Il est acquis aux débats que le contrat conclu le 7 juin 2017 par M. [P] et Mme [T] avec la société Immo confort, devenue IC Group, s'analyse en un contrat conclu hors établissement.

Il résulte de l'article L. 221-9 du code de la consommation, dans sa rédaction applicable au litige, que le professionnel fournit au consommateur, à peine de nullité prévue à l'article L. 242-1 du même code, un exemplaire daté du contrat conclu hors établissement, sur papier signé par les parties ou, avec l'accord du consommateur, sur un autre support durable, confirmant l'engagement exprès des parties, un tel contrat, qui comprend toutes les informations prévues à l'article L. 221-5, étant accompagné du formulaire type de rétractation mentionné au 2° de cet article.

Selon l'article L. 221-5 du code de la consommation, dans sa rédaction applicable au litige, préalablement à la conclusion d'un contrat de vente ou de fourniture de services, le professionnel communique au consommateur, de manière lisible et compréhensible, les informations suivantes :

1° Les informations prévues aux articles L. 111-1 et L. 111-2 ;

2° Lorsque le droit de rétractation existe, les conditions, le délai et les modalités d'exercice de ce droit ainsi que le formulaire type de rétractation, dont les conditions de présentation et les mentions qu'il contient sont fixées par décret en Conseil d'Etat ;

3° Le cas échéant, le fait que le consommateur supporte les frais de renvoi du bien en cas de rétractation et, pour les contrats à distance, le coût de renvoi du bien lorsque celui-ci, en raison de sa nature, ne peut normalement être renvoyé par la poste ;

4° L'information sur l'obligation du consommateur de payer des frais lorsque celui-ci exerce son droit de rétractation d'un contrat de prestation de services, de distribution d'eau, de fourniture de gaz ou d'électricité et d'abonnement à un réseau de chauffage urbain dont il a demandé expressément l'exécution avant la fin du délai de rétractation ; ces frais sont calculés selon les modalités fixées à l'article L. 221-25 ;

5° Lorsque le droit de rétractation ne peut être exercé en application de l'article L. 221-28, l'information selon laquelle le consommateur ne bénéficie pas de ce droit ou, le cas échéant, les circonstances dans lesquelles le consommateur perd son droit de rétractation ;

6° Les informations relatives aux coordonnées du professionnel, le cas échéant aux coûts de l'utilisation de la technique de communication à distance, à l'existence de codes de bonne conduite, le cas échéant aux cautions et garanties, aux modalités de résiliation, aux modes de règlement des litiges et aux autres conditions contractuelles, dont la liste et le contenu sont fixés par décret en Conseil d'Etat.

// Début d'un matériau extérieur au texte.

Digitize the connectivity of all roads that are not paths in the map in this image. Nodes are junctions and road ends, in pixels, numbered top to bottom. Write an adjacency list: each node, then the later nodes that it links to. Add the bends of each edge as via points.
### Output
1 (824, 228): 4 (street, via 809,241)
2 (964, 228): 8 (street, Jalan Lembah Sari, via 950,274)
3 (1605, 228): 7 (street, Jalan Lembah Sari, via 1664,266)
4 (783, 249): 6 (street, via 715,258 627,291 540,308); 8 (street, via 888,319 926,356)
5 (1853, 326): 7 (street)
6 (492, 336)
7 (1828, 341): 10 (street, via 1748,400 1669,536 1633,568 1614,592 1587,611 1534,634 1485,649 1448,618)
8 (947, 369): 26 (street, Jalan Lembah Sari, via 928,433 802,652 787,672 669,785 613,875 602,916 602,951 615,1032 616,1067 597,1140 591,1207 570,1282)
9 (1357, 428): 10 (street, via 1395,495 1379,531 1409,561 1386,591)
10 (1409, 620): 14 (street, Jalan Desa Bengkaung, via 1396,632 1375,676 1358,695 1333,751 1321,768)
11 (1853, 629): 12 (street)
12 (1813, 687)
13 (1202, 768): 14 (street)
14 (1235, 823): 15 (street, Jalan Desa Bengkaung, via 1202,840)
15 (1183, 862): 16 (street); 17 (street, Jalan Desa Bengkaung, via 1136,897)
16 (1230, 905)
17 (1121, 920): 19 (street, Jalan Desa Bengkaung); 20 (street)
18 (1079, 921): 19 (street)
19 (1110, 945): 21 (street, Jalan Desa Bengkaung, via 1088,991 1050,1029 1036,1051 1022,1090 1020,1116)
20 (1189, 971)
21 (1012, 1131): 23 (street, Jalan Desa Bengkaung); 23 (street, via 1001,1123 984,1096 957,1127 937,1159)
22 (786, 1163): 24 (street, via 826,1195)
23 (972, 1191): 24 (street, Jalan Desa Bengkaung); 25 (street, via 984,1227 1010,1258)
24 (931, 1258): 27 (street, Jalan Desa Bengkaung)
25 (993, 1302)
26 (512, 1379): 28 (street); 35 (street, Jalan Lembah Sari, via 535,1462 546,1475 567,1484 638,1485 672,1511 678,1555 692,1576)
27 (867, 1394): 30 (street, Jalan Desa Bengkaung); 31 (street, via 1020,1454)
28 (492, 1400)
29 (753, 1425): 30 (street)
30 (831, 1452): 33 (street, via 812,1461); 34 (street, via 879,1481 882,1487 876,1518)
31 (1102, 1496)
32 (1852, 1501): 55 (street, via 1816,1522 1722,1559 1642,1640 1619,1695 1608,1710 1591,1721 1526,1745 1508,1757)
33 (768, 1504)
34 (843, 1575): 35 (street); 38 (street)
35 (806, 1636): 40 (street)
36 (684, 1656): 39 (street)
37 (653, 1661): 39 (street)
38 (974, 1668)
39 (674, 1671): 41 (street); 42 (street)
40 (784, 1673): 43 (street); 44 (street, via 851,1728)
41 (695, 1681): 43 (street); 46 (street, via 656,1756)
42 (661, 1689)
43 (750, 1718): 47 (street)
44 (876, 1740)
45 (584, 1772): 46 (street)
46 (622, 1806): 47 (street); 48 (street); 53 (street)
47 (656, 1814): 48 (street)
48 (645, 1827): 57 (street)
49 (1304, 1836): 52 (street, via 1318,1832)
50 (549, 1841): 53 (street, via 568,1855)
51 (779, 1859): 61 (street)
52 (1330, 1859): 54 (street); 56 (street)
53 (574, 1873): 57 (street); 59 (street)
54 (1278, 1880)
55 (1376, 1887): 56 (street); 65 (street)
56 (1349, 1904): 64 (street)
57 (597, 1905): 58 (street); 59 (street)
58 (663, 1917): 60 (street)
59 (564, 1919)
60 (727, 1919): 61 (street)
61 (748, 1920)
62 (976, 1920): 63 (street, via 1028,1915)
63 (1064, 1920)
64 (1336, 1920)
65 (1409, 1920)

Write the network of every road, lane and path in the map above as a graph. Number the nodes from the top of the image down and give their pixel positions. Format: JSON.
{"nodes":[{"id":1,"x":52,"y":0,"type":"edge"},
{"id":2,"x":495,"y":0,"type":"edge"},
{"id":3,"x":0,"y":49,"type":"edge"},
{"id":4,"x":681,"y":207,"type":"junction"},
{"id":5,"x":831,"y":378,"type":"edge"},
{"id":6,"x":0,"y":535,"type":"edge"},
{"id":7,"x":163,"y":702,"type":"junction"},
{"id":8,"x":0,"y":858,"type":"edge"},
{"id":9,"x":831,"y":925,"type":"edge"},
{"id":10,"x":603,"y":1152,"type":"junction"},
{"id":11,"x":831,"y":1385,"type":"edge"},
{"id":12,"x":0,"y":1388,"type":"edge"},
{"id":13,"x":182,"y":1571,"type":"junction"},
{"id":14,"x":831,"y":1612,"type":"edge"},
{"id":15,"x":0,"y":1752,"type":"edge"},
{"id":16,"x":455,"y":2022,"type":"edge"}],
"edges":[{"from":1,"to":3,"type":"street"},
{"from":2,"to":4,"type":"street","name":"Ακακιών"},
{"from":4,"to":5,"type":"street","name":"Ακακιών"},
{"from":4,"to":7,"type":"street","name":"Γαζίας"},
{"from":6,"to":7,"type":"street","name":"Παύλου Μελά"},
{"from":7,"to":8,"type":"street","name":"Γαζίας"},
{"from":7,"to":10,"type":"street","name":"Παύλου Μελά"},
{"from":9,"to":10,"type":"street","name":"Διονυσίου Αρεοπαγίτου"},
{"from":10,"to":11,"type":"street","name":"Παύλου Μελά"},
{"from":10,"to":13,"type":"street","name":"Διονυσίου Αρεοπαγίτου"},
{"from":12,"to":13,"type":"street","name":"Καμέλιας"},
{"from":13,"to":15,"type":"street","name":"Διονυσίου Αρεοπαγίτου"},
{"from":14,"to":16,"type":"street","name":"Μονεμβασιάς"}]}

L'article L. 111-1 du code de la consommation, auquel renvoie le texte précité, précise que le professionnel doit fournir au consommateur, avant que celui-ci ne soit lié par un contrat de vente de biens ou de fourniture de services, les informations suivantes :

1° Les caractéristiques essentielles du bien ou du service, compte tenu du support de communication utilisé et du bien ou service concerné ;

2° Le prix du bien ou du service, en application des articles L. 112-1 et L. 112-4 ;

3° En l'absence d'exécution immédiate du contrat, la date ou le délai auquel le professionnel s'engage à livrer le bien ou à exécuter le service ;

4° Les informations relatives à son identité, à ses coordonnées postales, téléphoniques et électroniques et à ses activités, pour autant qu'elles ne ressortent pas du contexte ;

5° S'il y a lieu, les informations relatives aux garanties légales, aux fonctionnalités du contenu numérique et, le cas échéant, à son interopérabilité, à l'existence et aux modalités de mise en 'uvre des garanties et aux autres conditions contractuelles.

6° La possibilité de recourir à un médiateur de la consommation dans les conditions prévues au titre Ier du livre VI. [...]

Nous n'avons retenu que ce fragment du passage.